The Company announced that it has agreed to sell 23 million shares of its common stock at a public offering price of $61 per share. The Company has also granted the underwriters a 30-day option to purchase up to an additional 3.45 million shares of its common stock on the same terms and conditions, solely to cover over- allotments, if any.

The Company also announced that it priced a $2.5 billion underwritten public offering of senior notes, including $1 billion aggregate principal amount of 5.250% senior notes due 2012; $1 billion aggregate principal amount of 6.250% senior notes due 2014 and $500 million aggregate principal amount of 7.250% senior notes due 2019. The Company will pay interest on the notes semi-annually on June 15th and December 15th of each year, beginning on December 15, 2009. The notes will be jointly and severally and fully and unconditionally guaranteed on a senior unsecured basis by certain of the Company's current and future wholly owned domestic subsidiaries.

The Company intends to use the net proceeds from the offerings to finance a portion of the $4.675 billion purchase price for the previously announced acquisition of WellPoint's pharmacy benefit management business. The Company will be required to redeem the notes in the event the acquisition does not occur. Both the common stock offering and the senior notes offering are expected to close by June 10, 2009, subject to customary closing conditions. The closing of each offering is not contingent on the closing of the other.

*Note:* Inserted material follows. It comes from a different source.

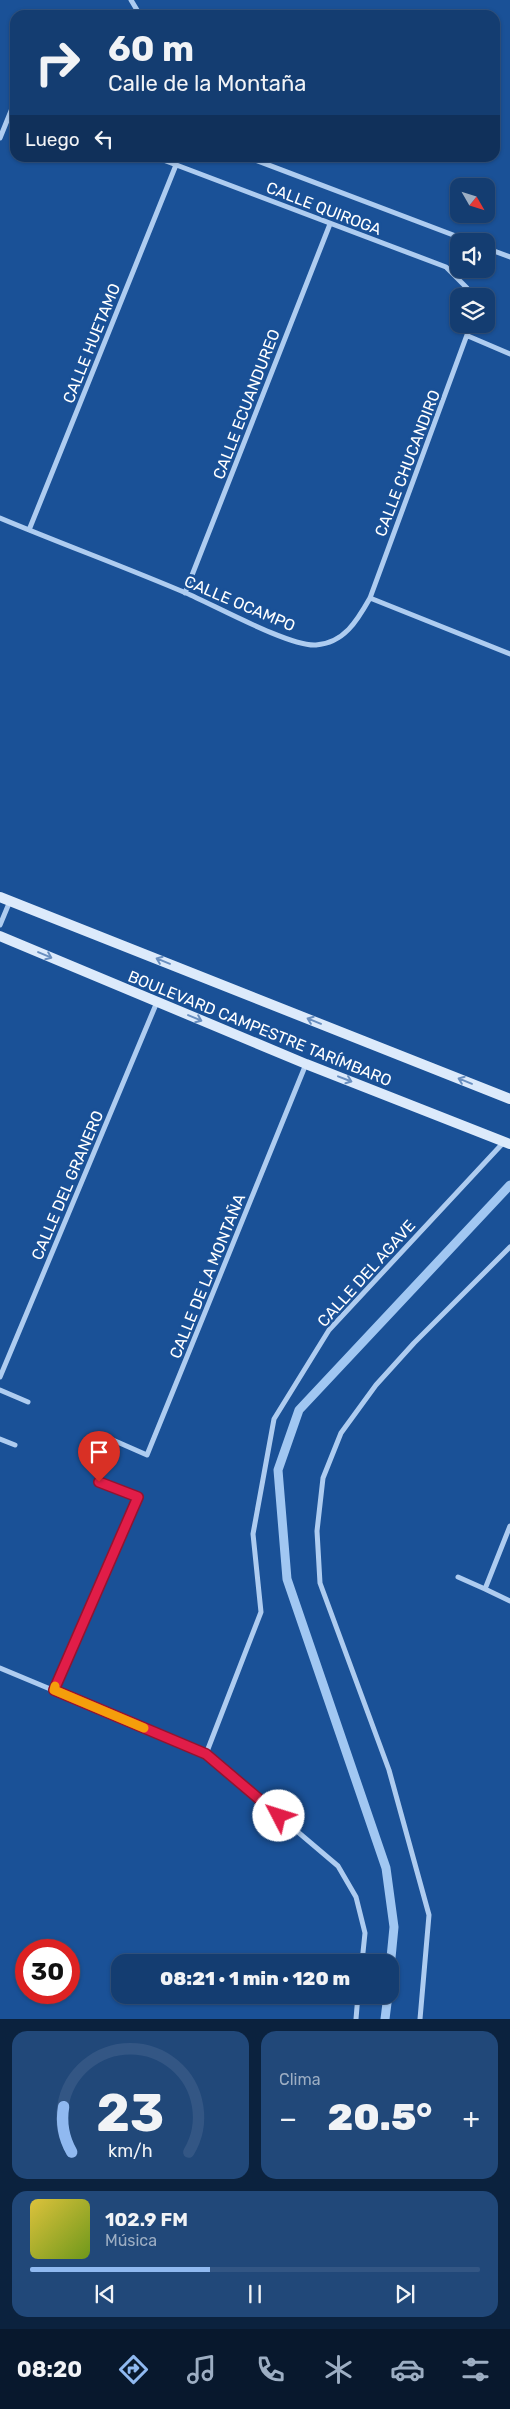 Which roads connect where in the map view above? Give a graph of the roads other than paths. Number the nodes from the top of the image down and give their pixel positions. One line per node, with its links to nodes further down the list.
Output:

This press release shall not constitute an offer to sell or the solicitation of an offer to buy, nor shall there be any sale of these securities in any state or jurisdiction in which such an offer, solicitation or sale would be unlawful prior to registration or qualification under the securities laws of any such state or jurisdiction.

J.P. Morgan Securities Inc., Credit Suisse Securities (USA) LLC and Citigroup Global Markets Inc., are the joint bookrunning managers of the equity offering and Citigroup Global Markets Inc., Credit Suisse Securities (USA) LLC and J.P. Morgan Securities Inc. are the joint bookrunning managers of the debt offering.

The Company has filed a registration statement (including a prospectus) with the SEC for the offerings to which this communication relates.